[Source records]
+-------+

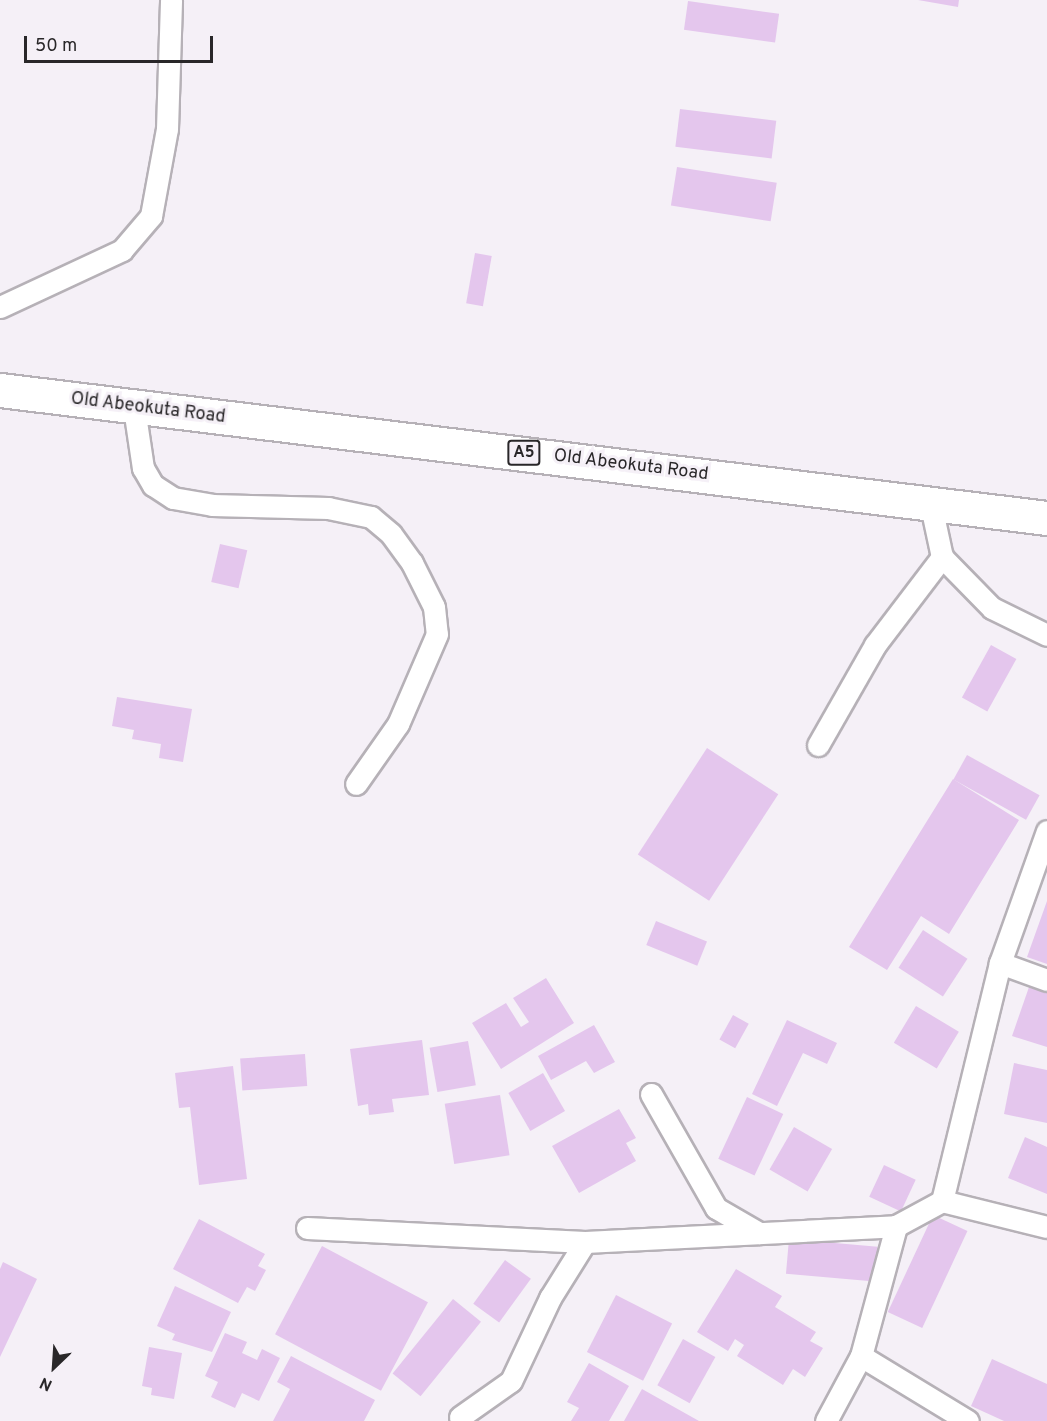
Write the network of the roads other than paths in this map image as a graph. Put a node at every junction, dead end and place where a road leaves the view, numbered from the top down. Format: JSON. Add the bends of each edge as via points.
{"nodes":[{"id":1,"x":171,"y":0,"type":"edge"},
{"id":2,"x":0,"y":307,"type":"edge"},
{"id":3,"x":0,"y":390,"type":"edge"},
{"id":4,"x":134,"y":408,"type":"junction"},
{"id":5,"x":930,"y":501,"type":"junction"},
{"id":6,"x":1047,"y":518,"type":"edge"},
{"id":7,"x":942,"y":557,"type":"junction"},
{"id":8,"x":1047,"y":635,"type":"edge"},
{"id":9,"x":818,"y":745,"type":"dead end"},
{"id":10,"x":356,"y":784,"type":"dead end"},
{"id":11,"x":1047,"y":831,"type":"edge"},
{"id":12,"x":1000,"y":963,"type":"junction"},
{"id":13,"x":1047,"y":980,"type":"edge"},
{"id":14,"x":651,"y":1094,"type":"dead end"},
{"id":15,"x":942,"y":1202,"type":"junction"},
{"id":16,"x":896,"y":1226,"type":"junction"},
{"id":17,"x":1047,"y":1227,"type":"edge"},
{"id":18,"x":307,"y":1228,"type":"dead end"},
{"id":19,"x":759,"y":1233,"type":"junction"},
{"id":20,"x":585,"y":1242,"type":"junction"},
{"id":21,"x":861,"y":1356,"type":"junction"},
{"id":22,"x":460,"y":1417,"type":"dead end"},
{"id":23,"x":826,"y":1421,"type":"edge"},
{"id":24,"x":968,"y":1421,"type":"edge"}],
"edges":[{"from":1,"to":2,"type":"street","via":[[167,129],[151,216],[122,250]]},
{"from":3,"to":4,"type":"highway","name":"Old Abeokuta Road","number":"A5"},
{"from":4,"to":5,"type":"highway","name":"Old Abeokuta Road","number":"A5"},
{"from":4,"to":10,"type":"street","via":[[143,468],[153,485],[173,498],[212,505],[328,508],[372,517],[392,534],[412,563],[434,607],[437,634],[398,724]]},
{"from":5,"to":6,"type":"highway","name":"Old Abeokuta Road","number":"A5"},
{"from":5,"to":7,"type":"street"},
{"from":7,"to":8,"type":"street","via":[[992,608]]},
{"from":7,"to":9,"type":"street","via":[[874,645]]},
{"from":11,"to":12,"type":"street"},
{"from":12,"to":13,"type":"street"},
{"from":12,"to":15,"type":"street"},
{"from":14,"to":19,"type":"street","via":[[716,1208]]},
{"from":15,"to":16,"type":"street"},
{"from":15,"to":17,"type":"street"},
{"from":16,"to":19,"type":"street"},
{"from":16,"to":21,"type":"street"},
{"from":18,"to":20,"type":"street"},
{"from":19,"to":20,"type":"street"},
{"from":20,"to":22,"type":"street","via":[[550,1298],[511,1381]]},
{"from":21,"to":23,"type":"street"},
{"from":21,"to":24,"type":"street"}]}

+-------+

Task brief
Check each line of the data above for the word "junction", then state how many lines have it. Give the number alone.

Expected answer
10